April 15, 2021, 3:21 PM; Updated: April 15, 2021, 3:56 PM

Legislation expanding the size of the U.S. Supreme Court backed by progressives is getting a chilly reception from Democratic leaders in both chambers.

The bill unveiled Thursday would add four justices amid pressure from progressives who see expansion as a way to dilute the power of the 6-3 conservative majority.

“This legislation will restore the court’s balance and public standing and begin to repair the damage done to our judiciary and democracy, and we should abolish the filibuster to ensure we can pass it,” Sen. Ed Markey (D-Mass), who is sponsoring the Senate version, said in a statement.

Democratic leaders in the House and Senate struck a cautious tone and said they wanted to first hear recommendations from a commission recently appointed by President Joe Biden to study potential changes to the Supreme Court.

House Speaker Nancy Pelosi (D-Calif.) told reporters Thursday that she has no plans to bring the bill to the floor for a vote, while adding that expanding the court is “not out of the question.”

“I don’t know that that’s a good idea or bad idea,” Pelosi said. “I think it’s an idea that should be considered, and I think the president’s taking the right approach to have a commission to study such a thing.”

Senate Judiciary Committee Chair Dick Durbin (D-Ill.) also told reporters Thursday that he’s “not ready to sign on yet” and he hasn’t decided whether to bring the bill up for a committee vote.

Durbin said he wants to first hear recommendations from the commission appointed April 9 by Biden that will study a wide range of potential changes to the Supreme Court, including expansion.

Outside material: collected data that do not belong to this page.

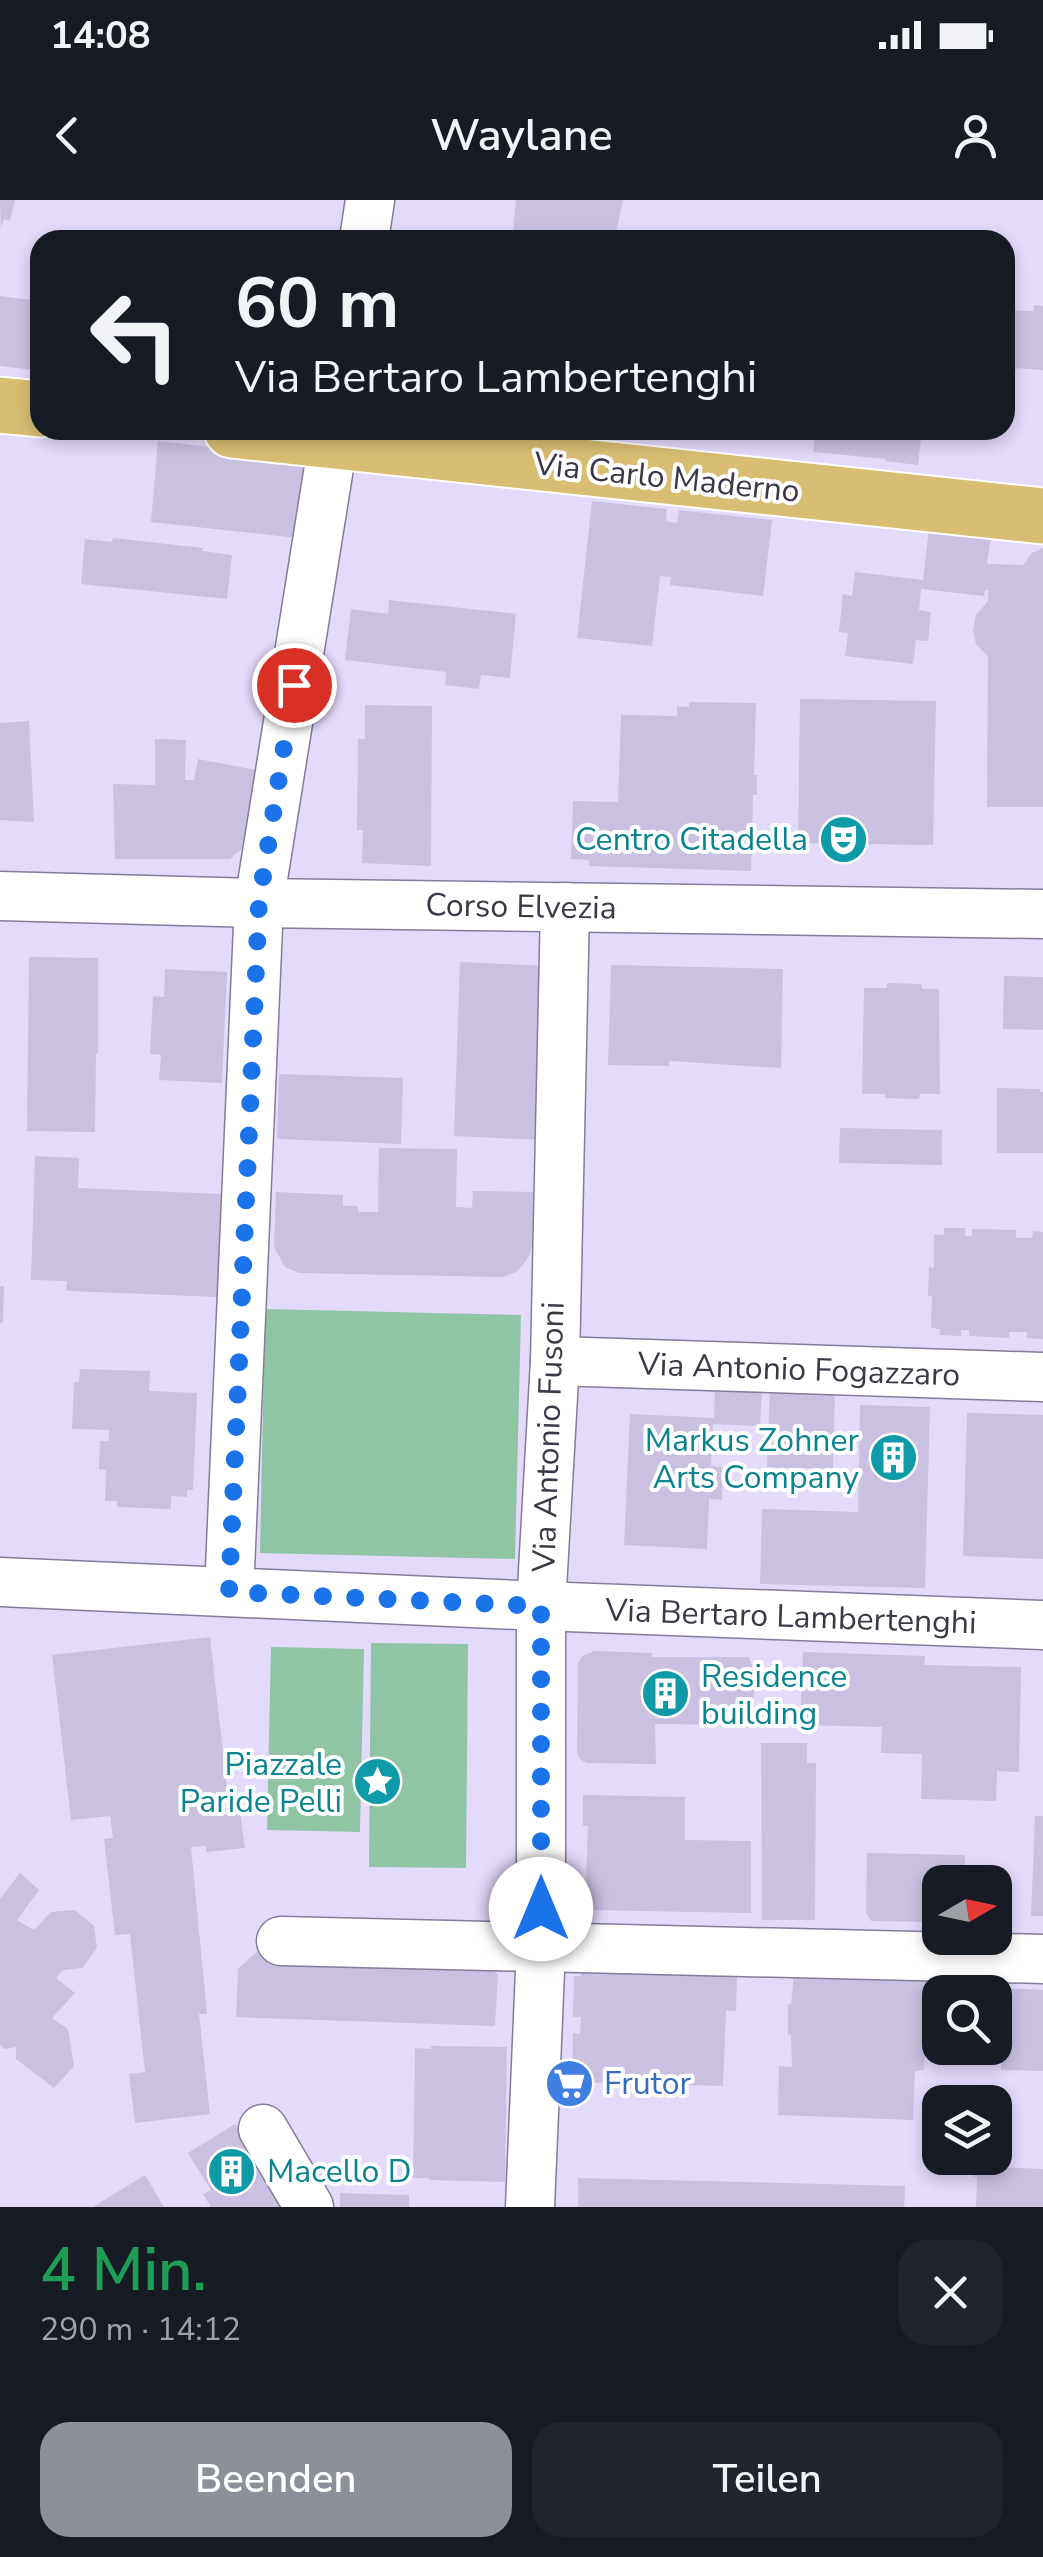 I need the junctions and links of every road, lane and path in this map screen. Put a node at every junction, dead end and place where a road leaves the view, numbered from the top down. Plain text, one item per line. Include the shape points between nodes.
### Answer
1 (370, 200) edge
2 (366, 230) edge
3 (0, 405) edge
4 (30, 408) edge
5 (333, 440) edge
6 (369, 440) edge
7 (1043, 516) edge
8 (0, 896) edge
9 (259, 902) junction
10 (564, 906) junction
11 (1043, 914) edge
12 (555, 1361) junction
13 (1043, 1377) edge
14 (0, 1582) edge
15 (229, 1592) junction
16 (541, 1606) junction
17 (1043, 1625) edge
18 (280, 1941) dead end
19 (541, 1947) junction
20 (1043, 1959) edge
21 (263, 2130) dead end
22 (309, 2207) edge
23 (530, 2207) edge

1 - 2 street
3 - 4 main road
5 - 9 street
6 - 7 main road, Via Carlo Maderno
8 - 9 street, Corso Elvezia
9 - 10 street, Corso Elvezia
9 - 15 street
10 - 11 street, Corso Elvezia
10 - 12 street, Via Antonio Fusoni
12 - 13 street, Via Antonio Fogazzaro
12 - 16 street, Via Antonio Fusoni
14 - 15 street, Via Bertaro Lambertenghi
15 - 16 street, Via Bertaro Lambertenghi
16 - 17 street, Via Bertaro Lambertenghi
16 - 19 street, Via Antonio Fusoni
18 - 19 street
19 - 20 street
19 - 23 street, Via Antonio Fusoni
21 - 22 street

Biden initially promised on the campaign trail to create such a commission amid calls from progressives to commit to expansion. The announcement, however, was seen as dodging a direct answer.

Rebalancing Court

Supporters of court expansion say that adding seats is needed to restore balance on the court after President Donald Trump’s three conservative appointments.

“Our democracy is hanging by a thread. And the far-right majority on the U.S. Supreme Court is cutting it,” Rep. Mondaire Jones (D-N.Y.) said in a statement.

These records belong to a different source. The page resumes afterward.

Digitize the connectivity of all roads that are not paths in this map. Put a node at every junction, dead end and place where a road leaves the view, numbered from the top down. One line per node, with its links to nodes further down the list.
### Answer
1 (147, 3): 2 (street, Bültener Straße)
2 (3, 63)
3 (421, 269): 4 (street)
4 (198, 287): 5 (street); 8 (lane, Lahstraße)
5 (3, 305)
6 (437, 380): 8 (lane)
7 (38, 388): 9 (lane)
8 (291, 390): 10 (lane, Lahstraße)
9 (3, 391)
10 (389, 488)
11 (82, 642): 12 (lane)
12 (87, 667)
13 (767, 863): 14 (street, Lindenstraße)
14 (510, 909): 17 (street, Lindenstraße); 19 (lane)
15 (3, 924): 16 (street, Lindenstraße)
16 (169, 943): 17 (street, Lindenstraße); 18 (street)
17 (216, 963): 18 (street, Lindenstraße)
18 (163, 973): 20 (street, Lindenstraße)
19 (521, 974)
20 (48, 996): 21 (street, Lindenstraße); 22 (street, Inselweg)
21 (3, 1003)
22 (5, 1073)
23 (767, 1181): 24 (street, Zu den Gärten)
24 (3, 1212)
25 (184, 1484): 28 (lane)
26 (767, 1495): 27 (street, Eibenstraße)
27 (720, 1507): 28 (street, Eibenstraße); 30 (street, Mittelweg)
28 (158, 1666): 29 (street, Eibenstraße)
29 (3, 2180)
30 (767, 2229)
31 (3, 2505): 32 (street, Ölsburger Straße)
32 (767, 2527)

While there was much excitement among Democrats and progressives about the introduction of the bill, it would face particularly difficult prospects in the Senate as long as the filibuster remains in place.

The 60-vote threshold has the backing of moderate Democrats, like Sen. Joe Manchin (D-W.Va.), whose support is key for Democrats to eliminate the practice in the narrowly divided chamber.

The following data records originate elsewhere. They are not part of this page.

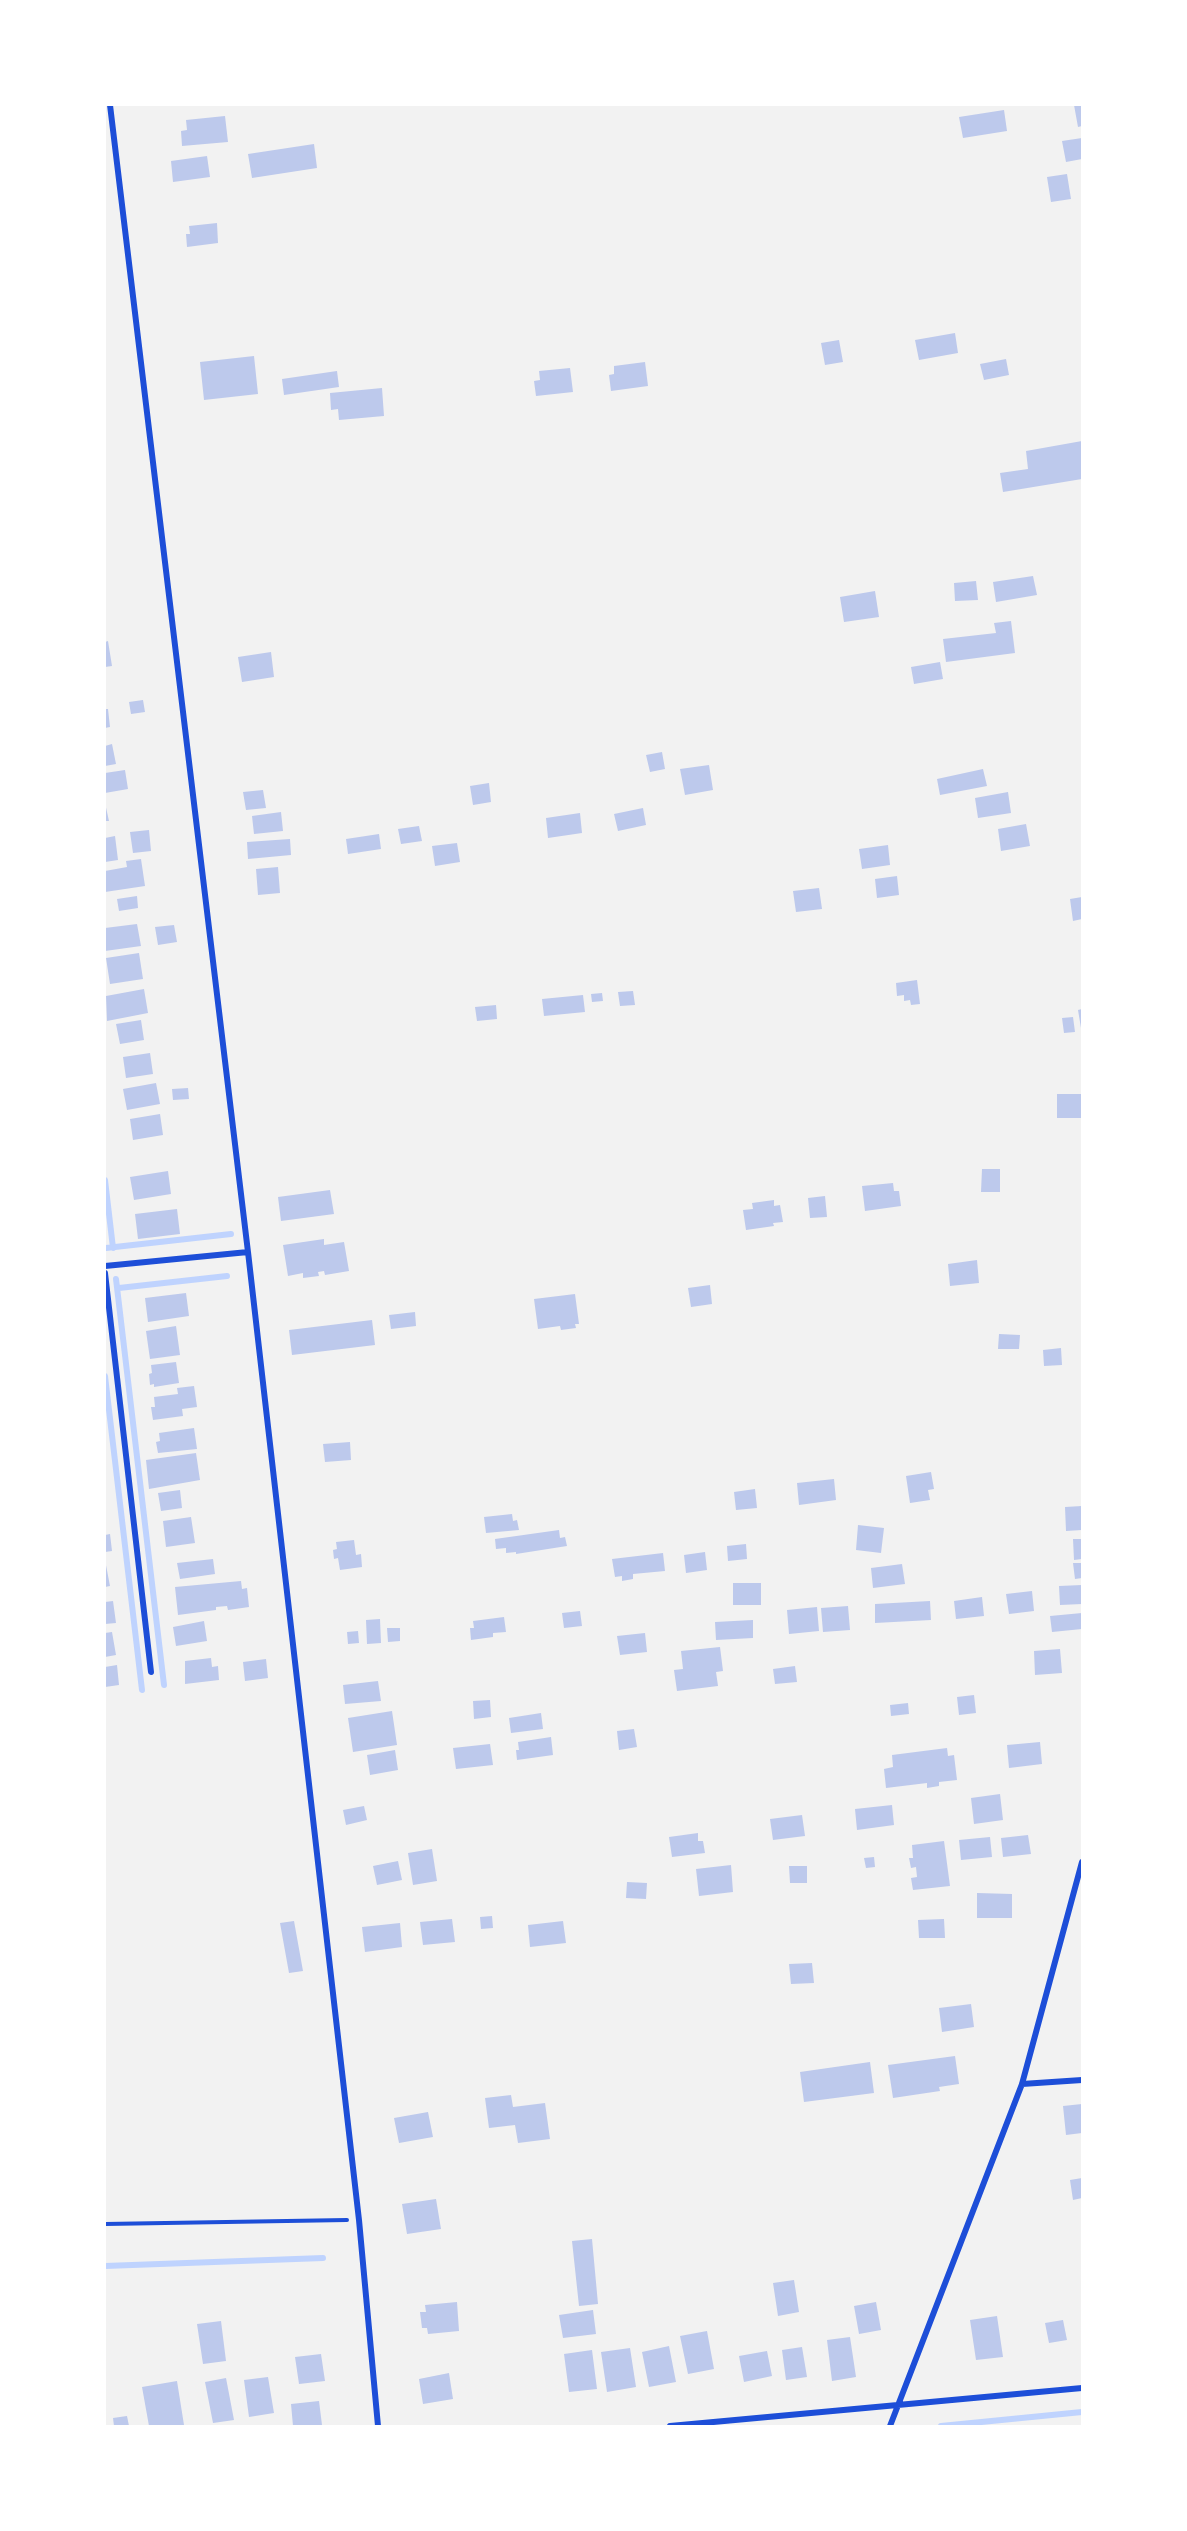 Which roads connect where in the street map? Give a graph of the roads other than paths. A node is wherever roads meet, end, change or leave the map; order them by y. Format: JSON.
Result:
{"nodes":[{"id":1,"x":110,"y":105,"type":"edge"},
{"id":2,"x":248,"y":1252,"type":"junction"},
{"id":3,"x":105,"y":1266,"type":"edge"},
{"id":4,"x":105,"y":1273,"type":"edge"},
{"id":5,"x":151,"y":1672,"type":"dead end"},
{"id":6,"x":1082,"y":1862,"type":"edge"},
{"id":7,"x":1082,"y":2080,"type":"edge"},
{"id":8,"x":1022,"y":2084,"type":"junction"},
{"id":9,"x":1082,"y":2388,"type":"edge"},
{"id":10,"x":898,"y":2407,"type":"junction"},
{"id":11,"x":378,"y":2426,"type":"edge"},
{"id":12,"x":670,"y":2426,"type":"edge"},
{"id":13,"x":890,"y":2426,"type":"edge"}],
"edges":[{"from":1,"to":2,"type":"street"},
{"from":2,"to":3,"type":"street"},
{"from":2,"to":11,"type":"street"},
{"from":4,"to":5,"type":"street"},
{"from":6,"to":8,"type":"street"},
{"from":7,"to":8,"type":"street"},
{"from":8,"to":10,"type":"street"},
{"from":9,"to":10,"type":"street"},
{"from":10,"to":12,"type":"street"},
{"from":10,"to":13,"type":"street"}]}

Asked about Pelosi’s comments at an event on the steps of the Supreme Court announcing the bill, Markey said it’s “imperative” that Democrats introduce this legislation and start the conversation.

“We begin this discussion today, but it does not end here,” he said.

‘Nothing New’

House Judiciary Committee Chair Jerrold Nadler (D-N.Y.) noted the Supreme Court’s size has changed before and the the power to alter it rests with Congress.

“There’s nothing new about changing the size of the Supreme Court,” Nadler said.

There have been nine justices since 1869, with the number tied to the number of circuit courts at the time.

“The logic behind having only nine justices is much weaker today when there are 13 circuit courts, thousands of cases filed before the court each year, and the full range of statutes and regulations that make our economy and our society work,” Nadler said.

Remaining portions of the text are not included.